Суфлер медленно, как бы раздумывая, ввинтился в людскую коловерть. Я последовал за ним. Дворами и проулками мы вышли на тихую улицу, где вдоль тротуаров, один за другим, как длинный-длинный поезд, стояли пустые безжизненные троллейбусы с опущенными дугами и отверстыми жабрами. Я с трудом подавил в себе мальчишеское желание вскочить в первый же. Представил, как они понесутся, трубя, всем стадом по улице, — и сдержался. За заборчиком, сооруженным из поставленных на торец бетонных плит, тоже теснились продолговатые неуклюжие коконы троллейбусов с начатками крыльев на спинах. А напротив троллейбусного парка раскинулся настоящий парк. Высокие чугунные пики ограды, казалось, с трудом сдерживали натиск зеленой листвы — пористой мшистой массой, она продавливалась наружу. Природа рвалась в город, город пытался сохранить обособленность.
В бесконечном троллейбусном ожерелье мы вскоре разыскали наш — измятый и ржавый. Он был пуст, но неподалеку, заложив руки за спину, прохаживался Человек, который проговорился. Завидев нас, он метнулся прочь.
— Эй, Кентукки, ты куда? — крикнул Суфлер. Тот приблизился. Под глазами у него пролегли фиолетовые круги, волосы были всклокочены.

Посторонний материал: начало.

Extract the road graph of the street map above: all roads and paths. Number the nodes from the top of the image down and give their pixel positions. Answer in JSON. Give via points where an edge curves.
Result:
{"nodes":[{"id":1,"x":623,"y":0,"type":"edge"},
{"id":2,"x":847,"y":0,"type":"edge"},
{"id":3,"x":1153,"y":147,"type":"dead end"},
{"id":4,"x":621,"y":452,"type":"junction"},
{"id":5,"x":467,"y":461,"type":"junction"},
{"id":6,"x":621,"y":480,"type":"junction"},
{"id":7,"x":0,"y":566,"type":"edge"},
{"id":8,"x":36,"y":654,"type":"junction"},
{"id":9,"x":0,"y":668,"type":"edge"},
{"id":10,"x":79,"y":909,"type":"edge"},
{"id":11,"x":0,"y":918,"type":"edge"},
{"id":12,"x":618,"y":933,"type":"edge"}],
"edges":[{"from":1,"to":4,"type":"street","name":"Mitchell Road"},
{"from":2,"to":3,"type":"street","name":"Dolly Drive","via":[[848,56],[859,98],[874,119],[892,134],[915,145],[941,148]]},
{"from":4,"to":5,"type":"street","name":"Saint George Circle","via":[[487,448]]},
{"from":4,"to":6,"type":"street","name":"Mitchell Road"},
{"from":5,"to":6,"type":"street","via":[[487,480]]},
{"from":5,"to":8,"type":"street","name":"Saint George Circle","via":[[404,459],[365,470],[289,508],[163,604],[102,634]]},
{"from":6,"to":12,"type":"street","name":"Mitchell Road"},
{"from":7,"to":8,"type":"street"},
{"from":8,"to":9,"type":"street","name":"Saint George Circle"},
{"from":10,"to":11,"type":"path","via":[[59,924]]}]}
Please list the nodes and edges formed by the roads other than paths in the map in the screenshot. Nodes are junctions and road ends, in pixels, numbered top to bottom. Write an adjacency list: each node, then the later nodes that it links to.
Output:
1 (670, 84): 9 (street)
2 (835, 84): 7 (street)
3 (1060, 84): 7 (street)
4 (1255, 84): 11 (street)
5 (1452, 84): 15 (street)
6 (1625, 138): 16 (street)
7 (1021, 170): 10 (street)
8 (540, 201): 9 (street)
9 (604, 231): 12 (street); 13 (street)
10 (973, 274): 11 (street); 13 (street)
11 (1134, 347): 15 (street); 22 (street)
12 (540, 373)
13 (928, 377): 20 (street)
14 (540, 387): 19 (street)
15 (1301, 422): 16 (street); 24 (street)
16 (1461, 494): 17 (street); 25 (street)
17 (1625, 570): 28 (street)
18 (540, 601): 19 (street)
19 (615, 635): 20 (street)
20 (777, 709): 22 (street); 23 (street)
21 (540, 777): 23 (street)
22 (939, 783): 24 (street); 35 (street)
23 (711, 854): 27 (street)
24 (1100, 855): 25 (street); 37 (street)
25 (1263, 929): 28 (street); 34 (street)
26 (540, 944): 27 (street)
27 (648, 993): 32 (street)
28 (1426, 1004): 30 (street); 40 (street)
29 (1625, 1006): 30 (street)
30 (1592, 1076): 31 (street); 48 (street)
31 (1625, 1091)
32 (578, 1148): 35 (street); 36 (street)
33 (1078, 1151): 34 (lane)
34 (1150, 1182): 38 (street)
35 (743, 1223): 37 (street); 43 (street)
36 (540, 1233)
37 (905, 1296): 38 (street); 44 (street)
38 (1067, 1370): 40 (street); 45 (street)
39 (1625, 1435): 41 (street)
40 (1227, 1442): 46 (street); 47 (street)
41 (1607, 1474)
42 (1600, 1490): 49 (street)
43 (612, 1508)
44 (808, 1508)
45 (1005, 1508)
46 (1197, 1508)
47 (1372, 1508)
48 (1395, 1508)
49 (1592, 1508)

— Почему не работаете? — спросил Суфлер.
Человек скользнул по мне неопределенно-шкодливым взглядом. Я отошел в сторону. Они сразу же начали оживленно жестикулировать, затем Суфлер достал из кармана свисток, приложил к губам. Полились нежные звуки. Тотчас из-за угла появились и бородач, и горбоносый, и водитель. Здороваясь с Суфлером, они озабоченно поглядывали на меня и залезали в троллейбус. Последними сели мы с Суфлером.
— Поехали, Коля, — сказал Суфлер. Он блаженно растянулся на одном из сидений.
Ветер пошел гулять от окна к окну. — Стекла бы не мешало вставить, — произнес я громко, обращаясь ко всем сразу.
— И так сплошные убытки, — откликнулся Суфлер. — Полдня простаиваем. Считай, опять без завтрака остались.
— Что за убытки? — поинтересовался я. Человек, который проговорился, живо повернул голову ко мне:
— Бывает, некоторые пассажиры не оплачивают проезд.
— Кто тебя, Вышний Волочек, за язык тянет? — оборвал его горбоносый.
— Чья очередь сходить? — спросил Суфлер.
— Моя, — поднял руку Борода. Достав из кармана старую пожелтевшую газету, он уткнулся в нее.
— Вчера вечером кое-какая мелочишка перепала, — объяснил Человек, который проговорился. — Кошкодрал добыл.
— Заткнись! — опять крикнул горбоносый.